C'est après le retour d’Ajahn Mun dans la région de Nord-est qu'apparut une troisième forme de bouddhisme, venue de Bangkok – le bouddhisme d'Etat – qui vint bousculer son existence. Dans un effort pour présenter un front uni face aux menaces impérialistes de la France et de la Grande Bretagne, le roi Rama V (1868-1910) a voulu transformer l'ancien système féodal, peu uni, en un état-nation centralisé. Dans le cadre de son programme, le roi et ses frères – dont l’un était moine – ont fait adopter une réforme religieuse dans le but de contrer l'implantation des missionnaires chrétiens. Ayant été éduqués par des précepteurs anglais, ils ont mis en place un nouveau programme d'études monastiques qui soumettait le Dhamma et le Vinaya à des notions victoriennes de raison et de pragmatisme. Leur nouvelle version du Vinaya, par exemple, était un compromis entre le bouddhisme traditionnel et le bouddhisme réformiste, qui permettait de contrer les attaques des chrétiens qui accusaient les moines d'être peu fiables et paresseux. Les moines reçurent l’ordre de cesser leurs pérégrinations, de s'établir dans des monastères et d’accepter cette nouvelle réforme décidée par l'Etat. Comme les moines du Dhammayut étaient les mieux éduqués du royaume à l'époque et du fait de leur étroite relation avec la famille royale, ils furent choisis pour implanter dans les provinces cette réforme voulue par le gouvernement. 

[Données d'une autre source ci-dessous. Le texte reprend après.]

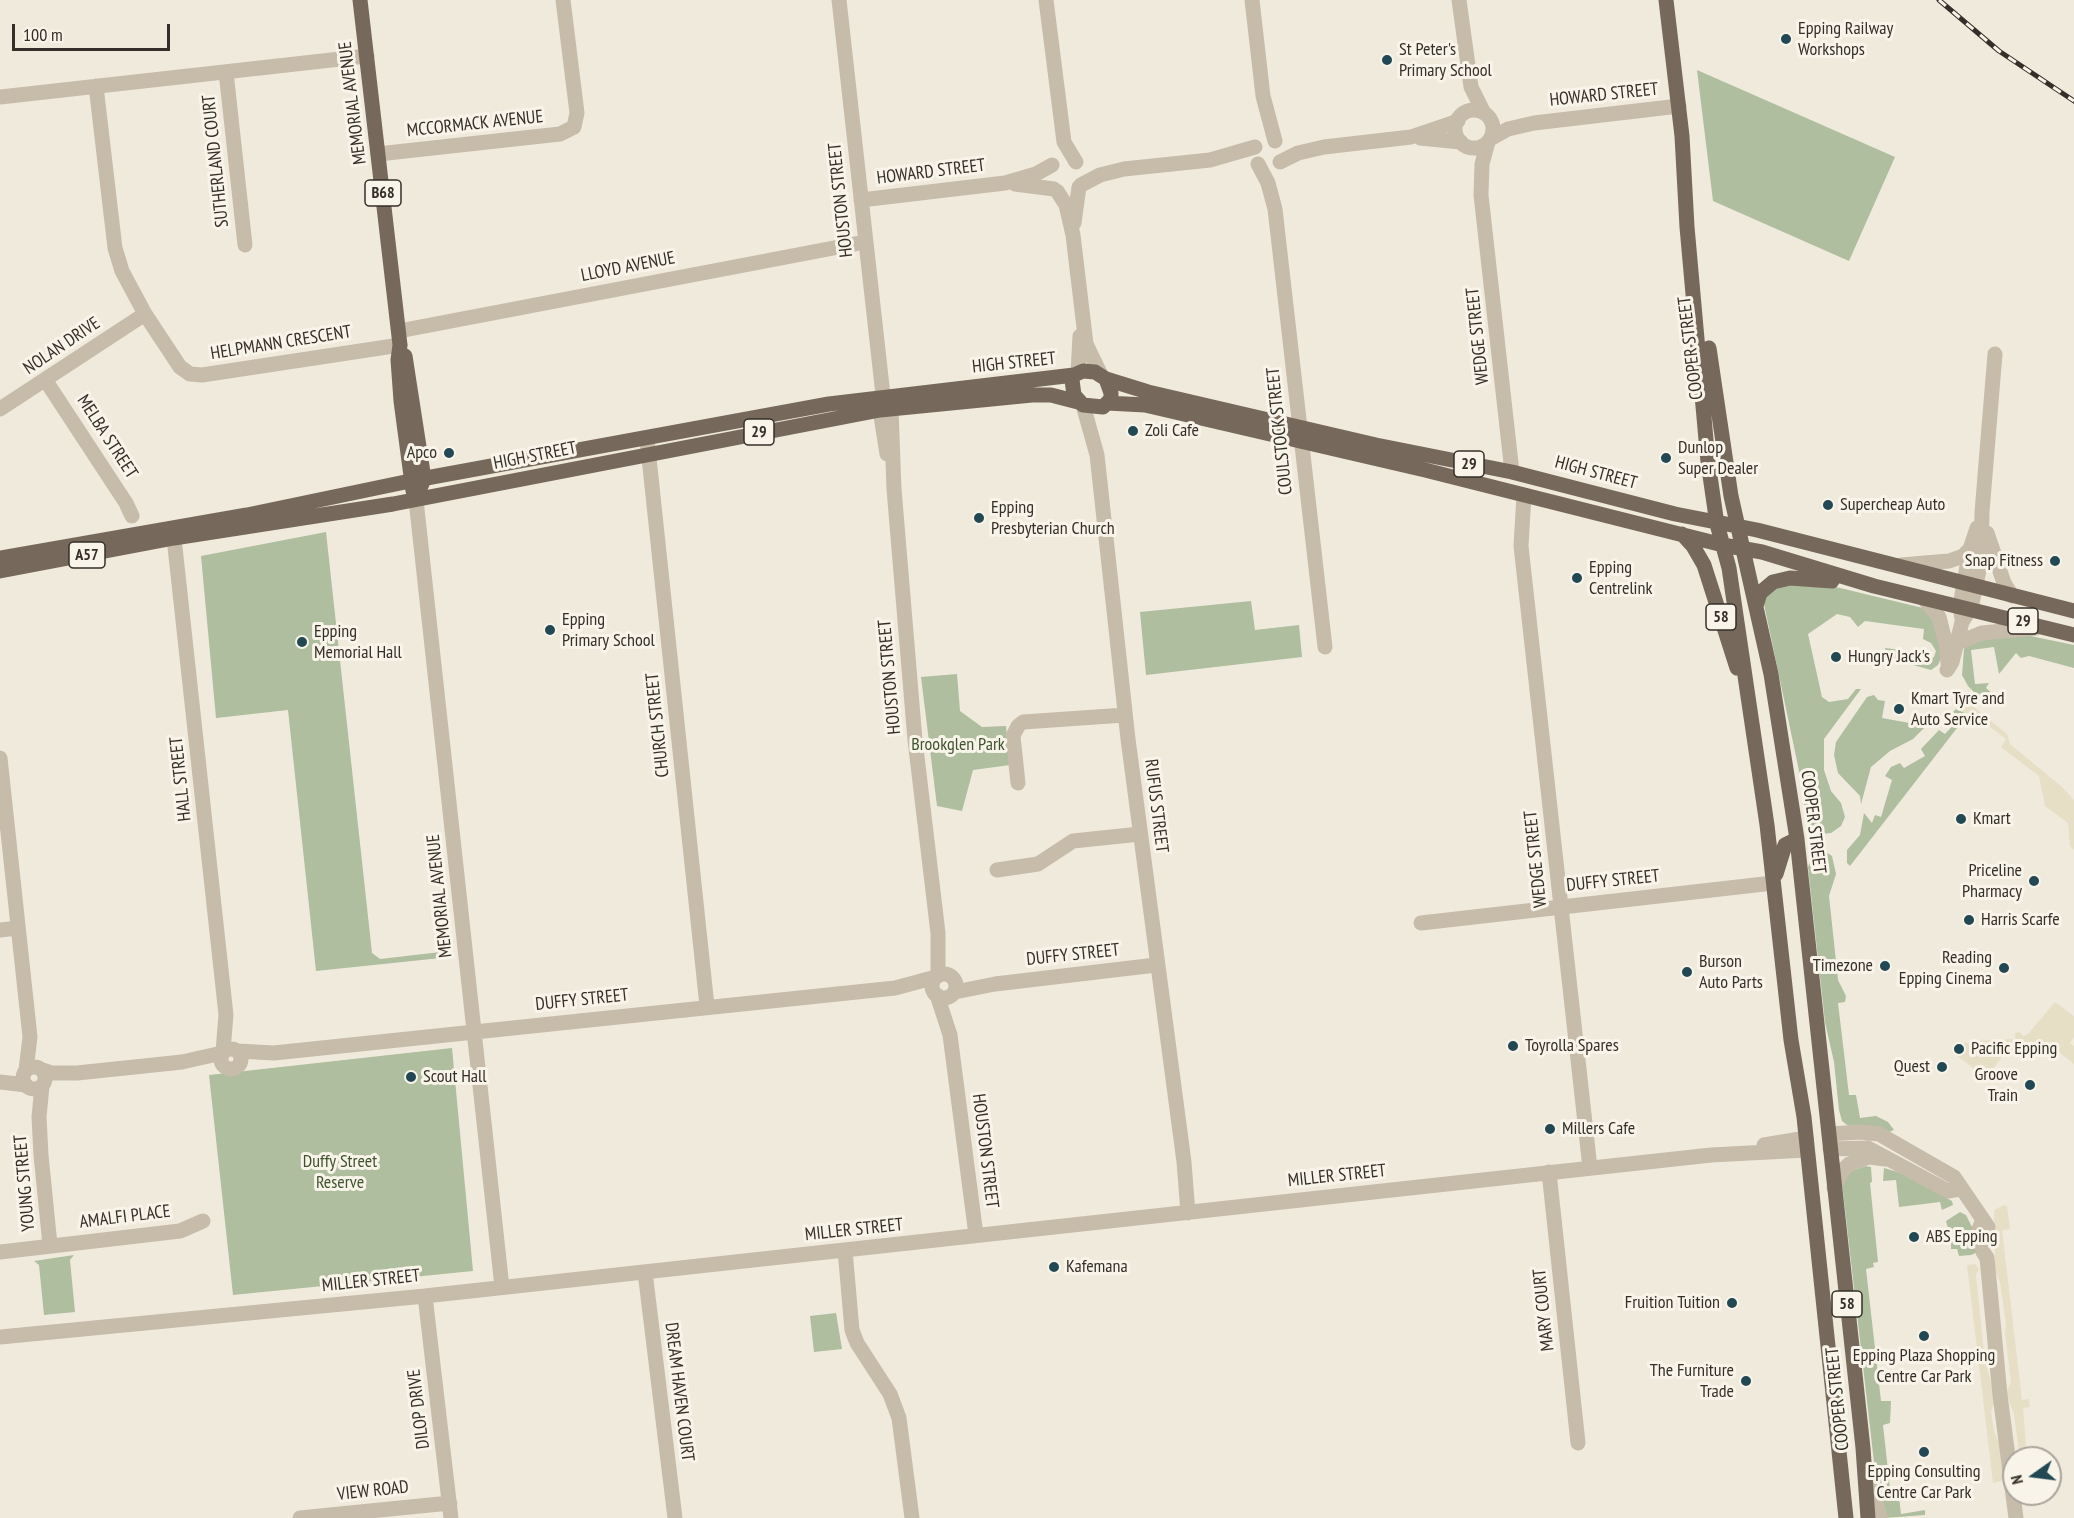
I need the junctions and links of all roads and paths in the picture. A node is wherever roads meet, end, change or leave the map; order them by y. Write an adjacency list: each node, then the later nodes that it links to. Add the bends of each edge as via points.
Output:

En 1928, une autorité Dhammayut, peu sensible à la méditation et aux moines de forêt, prit en charge les affaires religieuses de la région du Nord-est. Elle essaya de discipliner les fidèles d'Ajahn Mun, et leur ordonna d'établir des monastères et d'aider à la propagation du programme gouvernemental. Ajahn Mun et une poignée de ses disciples quittèrent la région pour monter vers le nord où ils étaient encore libres de se déplacer. Au début des années 1930, Ajahn Mun fut désigné pour être le supérieur d'un important monastère de la ville de Chiang Mai, mais il s'enfuit avant l'aube du jour suivant. Il ne revint s'établir dans le Nord-est que dans les toutes dernières années de sa vie, après que les autorités ecclésiastiques locales se soient montrées plus ouvertes à sa manière de pratiquer. Ajahn Mun garda plusieurs de ses pratiques tudong jusqu'à sa mort en 1949. 

Ce n'est qu'à partir des années 1950 que le mouvement qu'il avait fondé commença à être accepté à Bangkok, et seulement dans les années 1970 qu'il prit de l'importance au niveau de toute la nation.